Stored items:
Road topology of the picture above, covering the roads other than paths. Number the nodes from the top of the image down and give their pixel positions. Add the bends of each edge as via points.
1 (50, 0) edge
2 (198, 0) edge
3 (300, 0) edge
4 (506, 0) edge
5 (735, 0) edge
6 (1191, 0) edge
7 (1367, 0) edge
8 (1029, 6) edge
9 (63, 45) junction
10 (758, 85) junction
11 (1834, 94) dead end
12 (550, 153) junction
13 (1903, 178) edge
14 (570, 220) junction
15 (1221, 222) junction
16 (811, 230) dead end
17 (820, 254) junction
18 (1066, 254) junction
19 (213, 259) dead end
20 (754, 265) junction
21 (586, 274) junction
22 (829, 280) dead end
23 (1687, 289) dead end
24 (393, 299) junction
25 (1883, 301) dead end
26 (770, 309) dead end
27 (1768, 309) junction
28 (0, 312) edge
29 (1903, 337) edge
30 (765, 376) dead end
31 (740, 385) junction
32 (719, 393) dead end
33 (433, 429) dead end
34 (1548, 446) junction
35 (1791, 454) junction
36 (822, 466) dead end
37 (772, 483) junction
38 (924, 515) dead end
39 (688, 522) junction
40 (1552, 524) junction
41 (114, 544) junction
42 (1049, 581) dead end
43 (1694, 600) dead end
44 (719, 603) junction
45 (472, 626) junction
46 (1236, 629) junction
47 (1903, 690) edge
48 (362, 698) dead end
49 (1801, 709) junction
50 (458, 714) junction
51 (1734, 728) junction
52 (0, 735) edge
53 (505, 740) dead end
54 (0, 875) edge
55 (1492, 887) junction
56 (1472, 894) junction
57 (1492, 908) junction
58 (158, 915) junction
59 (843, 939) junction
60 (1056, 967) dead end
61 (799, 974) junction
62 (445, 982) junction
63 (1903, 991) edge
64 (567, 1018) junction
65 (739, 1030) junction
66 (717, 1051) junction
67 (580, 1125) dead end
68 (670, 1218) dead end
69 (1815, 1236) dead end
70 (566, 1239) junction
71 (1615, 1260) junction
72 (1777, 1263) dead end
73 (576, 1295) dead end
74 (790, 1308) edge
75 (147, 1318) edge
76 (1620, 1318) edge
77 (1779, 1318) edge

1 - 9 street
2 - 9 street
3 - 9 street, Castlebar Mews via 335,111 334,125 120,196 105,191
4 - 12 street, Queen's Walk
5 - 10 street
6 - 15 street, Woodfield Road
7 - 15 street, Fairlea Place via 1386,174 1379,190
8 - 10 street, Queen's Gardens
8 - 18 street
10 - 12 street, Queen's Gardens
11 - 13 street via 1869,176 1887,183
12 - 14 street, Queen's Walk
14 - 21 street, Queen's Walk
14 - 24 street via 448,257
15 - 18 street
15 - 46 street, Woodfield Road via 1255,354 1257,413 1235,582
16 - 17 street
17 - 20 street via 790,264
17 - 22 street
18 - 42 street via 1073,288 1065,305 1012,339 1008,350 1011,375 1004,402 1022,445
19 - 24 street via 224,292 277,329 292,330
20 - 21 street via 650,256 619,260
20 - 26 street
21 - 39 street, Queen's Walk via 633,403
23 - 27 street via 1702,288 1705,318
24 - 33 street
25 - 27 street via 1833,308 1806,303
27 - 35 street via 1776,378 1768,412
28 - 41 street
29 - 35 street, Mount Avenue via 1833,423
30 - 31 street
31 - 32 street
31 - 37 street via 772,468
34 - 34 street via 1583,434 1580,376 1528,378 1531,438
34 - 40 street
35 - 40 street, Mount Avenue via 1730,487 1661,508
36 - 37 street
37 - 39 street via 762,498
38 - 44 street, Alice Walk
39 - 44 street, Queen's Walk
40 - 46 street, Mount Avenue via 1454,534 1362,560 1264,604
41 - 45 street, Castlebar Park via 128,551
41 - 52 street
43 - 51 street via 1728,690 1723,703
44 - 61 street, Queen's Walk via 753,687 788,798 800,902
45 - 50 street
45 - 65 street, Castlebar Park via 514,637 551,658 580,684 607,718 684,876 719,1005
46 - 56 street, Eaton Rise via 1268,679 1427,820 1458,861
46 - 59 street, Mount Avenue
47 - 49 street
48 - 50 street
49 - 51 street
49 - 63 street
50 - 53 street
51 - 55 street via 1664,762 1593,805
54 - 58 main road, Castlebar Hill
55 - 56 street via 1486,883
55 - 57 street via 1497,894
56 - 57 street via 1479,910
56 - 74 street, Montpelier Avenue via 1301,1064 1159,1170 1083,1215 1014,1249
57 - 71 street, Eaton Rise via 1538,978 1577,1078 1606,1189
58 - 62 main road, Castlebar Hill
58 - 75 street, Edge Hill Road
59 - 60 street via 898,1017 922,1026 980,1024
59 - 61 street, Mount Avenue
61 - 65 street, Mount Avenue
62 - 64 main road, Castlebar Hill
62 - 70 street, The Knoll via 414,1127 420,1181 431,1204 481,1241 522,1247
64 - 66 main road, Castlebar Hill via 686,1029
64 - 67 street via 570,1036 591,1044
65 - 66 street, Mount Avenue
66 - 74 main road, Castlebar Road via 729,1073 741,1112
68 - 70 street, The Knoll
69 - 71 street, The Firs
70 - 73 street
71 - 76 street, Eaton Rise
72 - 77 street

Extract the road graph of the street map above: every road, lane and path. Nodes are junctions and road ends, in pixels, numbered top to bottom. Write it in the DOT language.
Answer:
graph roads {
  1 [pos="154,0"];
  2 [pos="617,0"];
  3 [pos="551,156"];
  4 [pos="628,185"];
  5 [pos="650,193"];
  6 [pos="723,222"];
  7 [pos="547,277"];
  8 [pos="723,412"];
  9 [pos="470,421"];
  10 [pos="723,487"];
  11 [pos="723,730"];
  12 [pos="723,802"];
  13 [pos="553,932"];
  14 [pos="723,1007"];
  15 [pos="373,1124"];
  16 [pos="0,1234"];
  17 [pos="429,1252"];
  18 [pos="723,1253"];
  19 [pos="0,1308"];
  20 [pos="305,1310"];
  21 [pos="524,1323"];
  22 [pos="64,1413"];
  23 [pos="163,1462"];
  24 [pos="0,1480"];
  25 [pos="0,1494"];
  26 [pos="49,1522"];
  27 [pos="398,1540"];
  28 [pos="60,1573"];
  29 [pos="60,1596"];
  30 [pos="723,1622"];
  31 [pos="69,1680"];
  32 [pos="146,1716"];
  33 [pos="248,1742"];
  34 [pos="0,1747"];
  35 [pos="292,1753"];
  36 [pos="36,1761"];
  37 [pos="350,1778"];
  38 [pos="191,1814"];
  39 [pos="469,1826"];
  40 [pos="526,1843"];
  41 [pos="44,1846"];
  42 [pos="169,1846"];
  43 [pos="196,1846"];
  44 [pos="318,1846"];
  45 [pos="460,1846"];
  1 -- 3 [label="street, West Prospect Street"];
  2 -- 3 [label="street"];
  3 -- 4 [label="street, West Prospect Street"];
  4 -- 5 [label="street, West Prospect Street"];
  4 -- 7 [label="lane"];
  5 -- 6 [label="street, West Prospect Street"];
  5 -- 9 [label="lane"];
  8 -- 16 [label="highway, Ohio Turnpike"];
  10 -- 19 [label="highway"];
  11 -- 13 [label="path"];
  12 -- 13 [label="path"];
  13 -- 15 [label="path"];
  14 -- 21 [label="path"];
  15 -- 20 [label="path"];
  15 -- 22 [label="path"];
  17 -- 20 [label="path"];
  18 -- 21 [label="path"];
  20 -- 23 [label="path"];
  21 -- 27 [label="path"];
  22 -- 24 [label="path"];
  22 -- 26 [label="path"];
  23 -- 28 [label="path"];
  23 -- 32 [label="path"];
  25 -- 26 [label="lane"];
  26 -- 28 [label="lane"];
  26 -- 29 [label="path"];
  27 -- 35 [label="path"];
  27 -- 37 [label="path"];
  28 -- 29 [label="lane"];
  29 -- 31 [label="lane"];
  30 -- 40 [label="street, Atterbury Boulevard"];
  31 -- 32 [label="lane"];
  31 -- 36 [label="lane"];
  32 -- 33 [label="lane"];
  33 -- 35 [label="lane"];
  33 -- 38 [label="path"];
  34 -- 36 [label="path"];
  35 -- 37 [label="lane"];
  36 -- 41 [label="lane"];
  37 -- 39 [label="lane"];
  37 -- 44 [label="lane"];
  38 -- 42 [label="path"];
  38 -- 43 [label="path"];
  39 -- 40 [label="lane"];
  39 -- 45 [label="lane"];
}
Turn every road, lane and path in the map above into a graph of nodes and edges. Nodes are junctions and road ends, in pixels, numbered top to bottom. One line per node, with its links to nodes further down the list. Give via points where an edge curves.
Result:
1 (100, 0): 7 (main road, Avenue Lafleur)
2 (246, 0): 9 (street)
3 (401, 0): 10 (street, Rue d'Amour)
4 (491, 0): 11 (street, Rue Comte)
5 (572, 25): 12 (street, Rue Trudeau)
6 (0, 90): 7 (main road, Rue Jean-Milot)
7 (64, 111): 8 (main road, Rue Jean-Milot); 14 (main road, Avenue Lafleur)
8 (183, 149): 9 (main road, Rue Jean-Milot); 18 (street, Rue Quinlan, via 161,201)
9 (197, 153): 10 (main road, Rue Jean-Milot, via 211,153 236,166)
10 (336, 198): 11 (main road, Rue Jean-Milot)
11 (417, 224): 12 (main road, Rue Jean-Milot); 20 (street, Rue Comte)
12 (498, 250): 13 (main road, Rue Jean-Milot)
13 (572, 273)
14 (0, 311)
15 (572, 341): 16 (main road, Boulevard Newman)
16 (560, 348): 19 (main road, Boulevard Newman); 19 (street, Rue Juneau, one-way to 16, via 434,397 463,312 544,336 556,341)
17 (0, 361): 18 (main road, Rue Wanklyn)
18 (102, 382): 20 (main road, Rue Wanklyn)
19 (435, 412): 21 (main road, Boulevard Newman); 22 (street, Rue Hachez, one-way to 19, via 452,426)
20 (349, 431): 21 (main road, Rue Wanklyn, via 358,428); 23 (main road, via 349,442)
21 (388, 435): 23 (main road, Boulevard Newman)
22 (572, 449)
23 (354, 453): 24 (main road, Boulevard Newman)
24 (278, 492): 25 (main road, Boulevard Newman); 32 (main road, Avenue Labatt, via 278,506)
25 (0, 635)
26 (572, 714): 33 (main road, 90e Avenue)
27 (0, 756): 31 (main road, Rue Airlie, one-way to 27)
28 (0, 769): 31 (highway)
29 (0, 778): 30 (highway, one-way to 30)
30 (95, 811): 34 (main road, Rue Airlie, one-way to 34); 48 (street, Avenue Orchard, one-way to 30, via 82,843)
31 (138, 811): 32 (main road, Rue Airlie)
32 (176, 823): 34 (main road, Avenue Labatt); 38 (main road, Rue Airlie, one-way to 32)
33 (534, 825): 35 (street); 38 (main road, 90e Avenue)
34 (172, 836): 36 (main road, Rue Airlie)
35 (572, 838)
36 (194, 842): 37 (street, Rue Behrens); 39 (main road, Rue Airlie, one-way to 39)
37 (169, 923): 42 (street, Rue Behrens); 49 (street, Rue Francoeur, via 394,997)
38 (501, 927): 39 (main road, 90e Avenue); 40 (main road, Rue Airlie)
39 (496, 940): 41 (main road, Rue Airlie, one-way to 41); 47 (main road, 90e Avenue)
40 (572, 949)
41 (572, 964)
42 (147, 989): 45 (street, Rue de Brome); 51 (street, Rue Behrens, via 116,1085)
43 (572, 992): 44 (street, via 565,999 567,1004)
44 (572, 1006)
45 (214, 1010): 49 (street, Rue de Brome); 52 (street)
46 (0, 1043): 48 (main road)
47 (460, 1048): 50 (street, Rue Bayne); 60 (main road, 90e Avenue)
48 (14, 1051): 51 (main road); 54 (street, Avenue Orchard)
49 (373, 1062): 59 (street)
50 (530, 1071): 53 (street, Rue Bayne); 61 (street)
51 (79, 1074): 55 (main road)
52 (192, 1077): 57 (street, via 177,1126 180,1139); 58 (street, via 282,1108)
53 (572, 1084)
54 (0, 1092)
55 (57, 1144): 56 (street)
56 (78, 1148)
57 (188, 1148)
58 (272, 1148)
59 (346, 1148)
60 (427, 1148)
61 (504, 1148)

The problem: A complete answer reproduces every line of the records in which the word "Walk" occurs.

Solution to this exercise:
4 - 12 street, Queen's Walk
12 - 14 street, Queen's Walk
14 - 21 street, Queen's Walk
21 - 39 street, Queen's Walk via 633,403
38 - 44 street, Alice Walk
39 - 44 street, Queen's Walk
44 - 61 street, Queen's Walk via 753,687 788,798 800,902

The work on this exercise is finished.